> [What you should do]: Go through the entries below line by line and count those containing "bends"; the answer is that count alone.

> [Records provided]:
==========

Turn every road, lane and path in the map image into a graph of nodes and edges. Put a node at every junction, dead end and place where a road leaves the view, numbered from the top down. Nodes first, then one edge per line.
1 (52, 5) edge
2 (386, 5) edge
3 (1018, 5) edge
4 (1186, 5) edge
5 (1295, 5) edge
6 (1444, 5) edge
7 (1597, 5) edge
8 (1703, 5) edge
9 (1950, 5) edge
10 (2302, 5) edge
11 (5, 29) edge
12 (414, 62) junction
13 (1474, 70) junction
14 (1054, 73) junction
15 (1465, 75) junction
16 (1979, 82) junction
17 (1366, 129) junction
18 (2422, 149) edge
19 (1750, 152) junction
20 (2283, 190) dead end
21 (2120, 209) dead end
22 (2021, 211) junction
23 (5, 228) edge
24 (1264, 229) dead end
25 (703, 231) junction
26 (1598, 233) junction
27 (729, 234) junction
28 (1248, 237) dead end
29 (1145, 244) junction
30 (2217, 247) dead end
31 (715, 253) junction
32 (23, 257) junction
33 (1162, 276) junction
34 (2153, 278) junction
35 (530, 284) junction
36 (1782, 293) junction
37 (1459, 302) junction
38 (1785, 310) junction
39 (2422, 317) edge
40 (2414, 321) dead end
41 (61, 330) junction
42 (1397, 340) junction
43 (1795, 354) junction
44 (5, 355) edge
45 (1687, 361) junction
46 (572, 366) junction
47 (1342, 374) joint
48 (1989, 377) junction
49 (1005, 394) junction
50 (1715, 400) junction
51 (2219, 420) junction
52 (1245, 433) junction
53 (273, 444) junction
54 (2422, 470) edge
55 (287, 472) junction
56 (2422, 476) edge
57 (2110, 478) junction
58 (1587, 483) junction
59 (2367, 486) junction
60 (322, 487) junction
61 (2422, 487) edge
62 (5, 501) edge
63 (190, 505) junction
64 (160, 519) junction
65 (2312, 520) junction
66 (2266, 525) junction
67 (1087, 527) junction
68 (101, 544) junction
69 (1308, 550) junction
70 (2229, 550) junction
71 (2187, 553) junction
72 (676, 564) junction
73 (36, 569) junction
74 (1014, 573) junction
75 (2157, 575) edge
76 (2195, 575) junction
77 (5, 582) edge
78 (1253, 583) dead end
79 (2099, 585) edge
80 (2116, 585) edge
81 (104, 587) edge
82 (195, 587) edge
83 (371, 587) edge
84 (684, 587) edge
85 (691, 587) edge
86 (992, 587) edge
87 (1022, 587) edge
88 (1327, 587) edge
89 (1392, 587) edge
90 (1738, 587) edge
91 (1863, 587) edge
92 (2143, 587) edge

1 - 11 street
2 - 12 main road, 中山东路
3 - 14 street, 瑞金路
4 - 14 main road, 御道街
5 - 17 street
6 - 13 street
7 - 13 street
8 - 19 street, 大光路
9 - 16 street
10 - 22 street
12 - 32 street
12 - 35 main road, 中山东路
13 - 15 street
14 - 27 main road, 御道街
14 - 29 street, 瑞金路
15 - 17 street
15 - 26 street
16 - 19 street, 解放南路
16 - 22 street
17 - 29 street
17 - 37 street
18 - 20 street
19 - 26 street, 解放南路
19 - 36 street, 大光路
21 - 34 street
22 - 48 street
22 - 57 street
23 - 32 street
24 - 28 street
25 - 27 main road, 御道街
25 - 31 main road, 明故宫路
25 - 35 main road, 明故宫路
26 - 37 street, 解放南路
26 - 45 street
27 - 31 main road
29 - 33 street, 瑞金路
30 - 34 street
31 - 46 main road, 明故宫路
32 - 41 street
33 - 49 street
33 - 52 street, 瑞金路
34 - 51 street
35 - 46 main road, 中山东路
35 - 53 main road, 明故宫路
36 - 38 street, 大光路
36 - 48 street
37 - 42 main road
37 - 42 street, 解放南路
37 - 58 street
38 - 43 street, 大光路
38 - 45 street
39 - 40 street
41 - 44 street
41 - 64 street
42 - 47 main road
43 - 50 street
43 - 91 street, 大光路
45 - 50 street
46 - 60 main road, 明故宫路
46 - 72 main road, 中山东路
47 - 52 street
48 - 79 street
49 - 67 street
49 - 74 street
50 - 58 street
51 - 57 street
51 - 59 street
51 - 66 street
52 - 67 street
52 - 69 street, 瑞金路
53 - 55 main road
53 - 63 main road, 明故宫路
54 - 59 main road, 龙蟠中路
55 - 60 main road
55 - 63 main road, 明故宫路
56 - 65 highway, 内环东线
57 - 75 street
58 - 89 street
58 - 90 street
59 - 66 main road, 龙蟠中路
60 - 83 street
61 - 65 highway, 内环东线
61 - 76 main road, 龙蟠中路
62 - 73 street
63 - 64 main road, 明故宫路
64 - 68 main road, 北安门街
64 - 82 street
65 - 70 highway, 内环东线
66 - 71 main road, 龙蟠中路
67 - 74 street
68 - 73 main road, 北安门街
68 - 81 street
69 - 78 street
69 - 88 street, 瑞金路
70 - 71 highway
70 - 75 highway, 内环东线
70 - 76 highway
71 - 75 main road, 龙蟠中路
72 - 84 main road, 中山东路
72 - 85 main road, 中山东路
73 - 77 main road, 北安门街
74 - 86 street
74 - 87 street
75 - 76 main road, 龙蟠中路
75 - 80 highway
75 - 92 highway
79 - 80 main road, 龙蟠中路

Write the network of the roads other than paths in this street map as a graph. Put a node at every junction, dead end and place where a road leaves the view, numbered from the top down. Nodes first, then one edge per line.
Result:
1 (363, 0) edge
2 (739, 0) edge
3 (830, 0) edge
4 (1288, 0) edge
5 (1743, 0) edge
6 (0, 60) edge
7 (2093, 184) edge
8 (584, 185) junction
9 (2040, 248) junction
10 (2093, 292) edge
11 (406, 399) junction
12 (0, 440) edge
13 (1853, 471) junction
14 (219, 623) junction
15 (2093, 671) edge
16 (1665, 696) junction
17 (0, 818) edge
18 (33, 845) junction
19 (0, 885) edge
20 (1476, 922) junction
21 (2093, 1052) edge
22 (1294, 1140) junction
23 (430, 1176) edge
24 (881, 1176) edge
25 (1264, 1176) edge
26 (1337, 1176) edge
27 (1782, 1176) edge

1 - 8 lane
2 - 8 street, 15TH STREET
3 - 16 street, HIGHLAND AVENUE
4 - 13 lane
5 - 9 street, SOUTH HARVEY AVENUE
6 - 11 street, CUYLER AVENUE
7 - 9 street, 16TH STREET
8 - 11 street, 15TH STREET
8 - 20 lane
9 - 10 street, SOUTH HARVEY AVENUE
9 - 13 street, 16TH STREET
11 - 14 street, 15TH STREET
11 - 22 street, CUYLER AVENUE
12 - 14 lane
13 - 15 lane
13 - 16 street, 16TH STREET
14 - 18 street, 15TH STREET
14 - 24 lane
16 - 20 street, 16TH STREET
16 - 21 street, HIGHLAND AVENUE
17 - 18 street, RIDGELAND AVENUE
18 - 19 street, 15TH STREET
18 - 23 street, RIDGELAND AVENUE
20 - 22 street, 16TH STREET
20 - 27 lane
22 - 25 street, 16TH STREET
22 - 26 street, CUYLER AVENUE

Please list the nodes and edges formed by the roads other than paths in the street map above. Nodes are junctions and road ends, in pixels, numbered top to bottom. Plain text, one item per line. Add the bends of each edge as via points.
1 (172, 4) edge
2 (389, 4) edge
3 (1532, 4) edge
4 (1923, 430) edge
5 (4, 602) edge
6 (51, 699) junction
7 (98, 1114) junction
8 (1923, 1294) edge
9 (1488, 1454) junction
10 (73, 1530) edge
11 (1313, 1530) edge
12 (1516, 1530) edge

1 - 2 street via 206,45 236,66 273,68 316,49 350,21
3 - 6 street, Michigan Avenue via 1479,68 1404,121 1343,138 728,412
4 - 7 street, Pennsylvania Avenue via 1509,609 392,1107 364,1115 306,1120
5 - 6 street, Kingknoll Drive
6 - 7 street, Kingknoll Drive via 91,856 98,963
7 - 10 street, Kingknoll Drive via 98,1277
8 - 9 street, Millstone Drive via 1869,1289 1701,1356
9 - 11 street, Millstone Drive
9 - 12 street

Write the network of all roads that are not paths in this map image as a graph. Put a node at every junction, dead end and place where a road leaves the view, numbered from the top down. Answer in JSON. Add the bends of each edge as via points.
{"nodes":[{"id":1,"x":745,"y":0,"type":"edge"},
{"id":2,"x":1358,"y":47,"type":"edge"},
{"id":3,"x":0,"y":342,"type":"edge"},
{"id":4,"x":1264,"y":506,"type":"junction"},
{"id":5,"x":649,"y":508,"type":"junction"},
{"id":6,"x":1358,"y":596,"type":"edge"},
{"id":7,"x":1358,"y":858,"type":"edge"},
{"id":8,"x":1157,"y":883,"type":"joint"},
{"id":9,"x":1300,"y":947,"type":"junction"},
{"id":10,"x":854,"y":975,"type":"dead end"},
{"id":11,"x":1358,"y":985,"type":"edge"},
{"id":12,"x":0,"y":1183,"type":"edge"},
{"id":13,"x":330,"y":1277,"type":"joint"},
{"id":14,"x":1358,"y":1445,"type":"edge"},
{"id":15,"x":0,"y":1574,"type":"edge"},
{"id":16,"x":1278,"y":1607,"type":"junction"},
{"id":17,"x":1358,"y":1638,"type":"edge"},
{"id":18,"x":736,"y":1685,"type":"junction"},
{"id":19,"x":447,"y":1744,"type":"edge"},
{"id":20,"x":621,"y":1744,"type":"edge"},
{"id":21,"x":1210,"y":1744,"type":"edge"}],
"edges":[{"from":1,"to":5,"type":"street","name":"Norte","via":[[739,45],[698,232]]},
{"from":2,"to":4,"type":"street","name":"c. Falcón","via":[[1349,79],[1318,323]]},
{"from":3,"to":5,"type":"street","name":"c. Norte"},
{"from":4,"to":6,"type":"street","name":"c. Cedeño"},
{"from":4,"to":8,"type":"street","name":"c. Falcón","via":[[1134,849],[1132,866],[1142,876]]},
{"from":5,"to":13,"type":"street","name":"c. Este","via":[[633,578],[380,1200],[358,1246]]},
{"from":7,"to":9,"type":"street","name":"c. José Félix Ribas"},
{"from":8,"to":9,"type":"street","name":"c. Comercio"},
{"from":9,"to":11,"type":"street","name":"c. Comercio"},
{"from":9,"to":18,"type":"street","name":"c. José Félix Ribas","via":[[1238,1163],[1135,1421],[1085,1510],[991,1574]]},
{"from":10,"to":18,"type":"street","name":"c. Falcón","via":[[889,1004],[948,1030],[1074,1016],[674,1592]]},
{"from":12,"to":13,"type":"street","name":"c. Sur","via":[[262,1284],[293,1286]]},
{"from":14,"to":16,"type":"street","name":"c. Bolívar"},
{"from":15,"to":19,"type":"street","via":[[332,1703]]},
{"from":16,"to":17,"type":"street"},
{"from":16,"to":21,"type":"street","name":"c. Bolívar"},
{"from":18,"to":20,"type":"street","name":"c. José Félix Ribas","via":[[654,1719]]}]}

==========

> [Exercise solution]: 2